Cardiologia del Policlinico di Modena, alfabetizzazione digitale per ottimizzare i percorsi

La Struttura complessa, in prima linea nel trattamento delle aritmie, nel 2021 ha eseguito 150 ablazioni, in crescita rispetto agli anni precedenti del 20%

Solo il 25% dei pazienti cardiologici dai 75 anni in su utilizza mezzi digitali convenzionali come motori di ricerca, mail, smartphone e app. È il risultato dello studio pubblicato sul Journal of Geriatric Cardiology e firmato dalla Cardiologia dell’Azienda Ospedaliero – Universitaria di Modena Policlinico, secondo cui l’alfabetizzazione digitale è buona tra i pazienti anziani qualora associata ad un livello alto di scolarità (diploma di scuola secondaria). “La medicina è fatta soprattutto di decisioni più che di prestazioni di routine: i sistemi digitali ci facilitano, ma vanno resi accessibili”. Sono le parole del professor Giuseppe Boriani, Direttore della Struttura complessa di Cardiologia del Policlinico di Modena e professore all’Università di Modena e Reggio, alla guida di un reparto di 17 medici e 44 fra infermieri, tecnici e Oss.

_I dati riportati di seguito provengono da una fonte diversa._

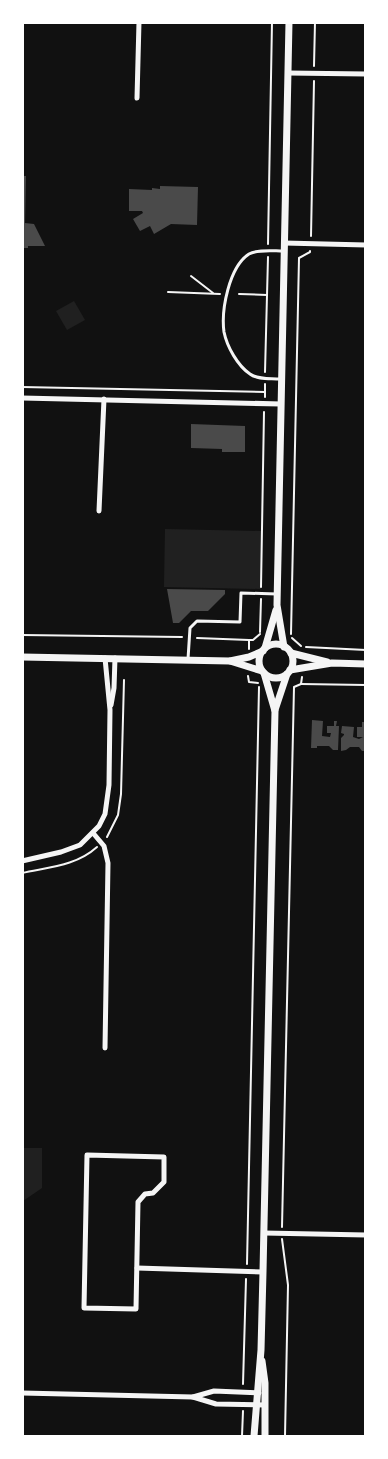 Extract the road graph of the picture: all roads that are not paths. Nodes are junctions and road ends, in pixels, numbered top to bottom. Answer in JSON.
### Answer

Nel 2021 gli accessi al reparto sono stati 1800.

“Dobbiamo lavorare ancora molto – prosegue il professore – se vogliamo sfruttare questi preziosi strumenti digitali che celano molte potenzialità. Per farlo è necessario agire sull’educazione del paziente e dei caregiver. Siamo al principio di una strada complessa: il Covid ha dato il “via” all’espansione della telemedicina, che già attuavamo nei pazienti con dispositivi elettrici impiantati, ma bisognerà ancora investire molto per un ampio coinvolgimento di tutti i pazienti con cardiopatie e in particolare con scompenso cardiaco”.

Oltre al trattamento e follow up delle patologie cardiache, la Struttura di Cardiologia interviene sulle attività di emergenza-urgenza, in presenza di malattie acute e croniche e sulla prevenzione (vedi le iniziative di screening in collaborazione con l’Associazione Amici del Cuore). L’attività ambulatoriale, dalla diagnostica alla prevenzione, prevede il collegamento con gli altri ospedali della provincia, nonché con i medici di medicina generale sulle principali patologie cardiologiche, primo tra tutti lo scompenso cardiaco, nonché per le valvulopatie e le aritmie. Una particolare attenzione viene dedicata alla fibrillazione atriale, la più comune alterazione del ritmo cardiaco, affrontata in un ambulatorio “dedicato” dove i pazienti vengono selezionati per le più avanzate terapie di tipo farmacologico o interventistico, inclusa l’ablazione, in accordo con le risultanze di studi internazionali a cui il gruppo ha contribuito in modo importante.

La Cardiologia del Policlinico collabora strettamente con la Cardiologia dell’OCB di Baggiovara, diretta dal dottor Stefano Tondi. “In questi anni abbiamo lavorato in sinergia, mettendo in campo due importanti progetti nell’ambito del nostro Dipartimento: il percorso della cardiologia interventistica strutturale e le procedure di ablazione, che consentono interventi volti a trattare le aritmie. Nel 2021 ne sono state eseguite al Policlinico 150 ablazioni, in crescita rispetto agli anni precedenti del 20%, e tali procedure sono state eseguite anche in collaborazione con gli elettrofisiologi dell’OCB di Baggiovara”, riferisce il professor Boriani. “Un ulteriore esempio di sinergia fra Policlinico e OCB è testimoniato dal fatto che le due equipe di Emodinamica lavorano insieme al programma per le cardiopatie strutturali, che prevedono la sostituzione delle valvole con interventi percutanei volti ad evitare interventi a cuore aperto. Tali interventi vengono svolti a Hesperia Hospital, con back-up cardiochirurgico, coinvolgendo anche gli Anestesisti e i Chirurghi Vascolari dell’Azienda Ospedaliera”.

Nel contesto delle sempre maggiore importanza del settore della cardioncologia, anche il Policlinico è sensibile al trattamento dello scompenso cardiaco e di altre forme di patologia cardiaca come effetto a distanza delle chemioterapie o della radioterapia. “L’attenzione in questo settore è stata tradizionalmente molto concentrata sulla tossicità in acuto, ma vanno considerati anche gli effetti a lungo termine, visto che oggi abbiamo fortunatamente una ampia quota di soggetti trattati per patologia tumorale che sopravvive a distanza. È nostro dovere continuare a seguire questi pazienti, sorvegliando la insorgenza di problemi di scompenso o problemi aritmici o di ischemia con controlli a distanza, mediante una stretta collaborazione fra cardiologi e oncologi che stiamo intensificando”, conclude il professor Boriani.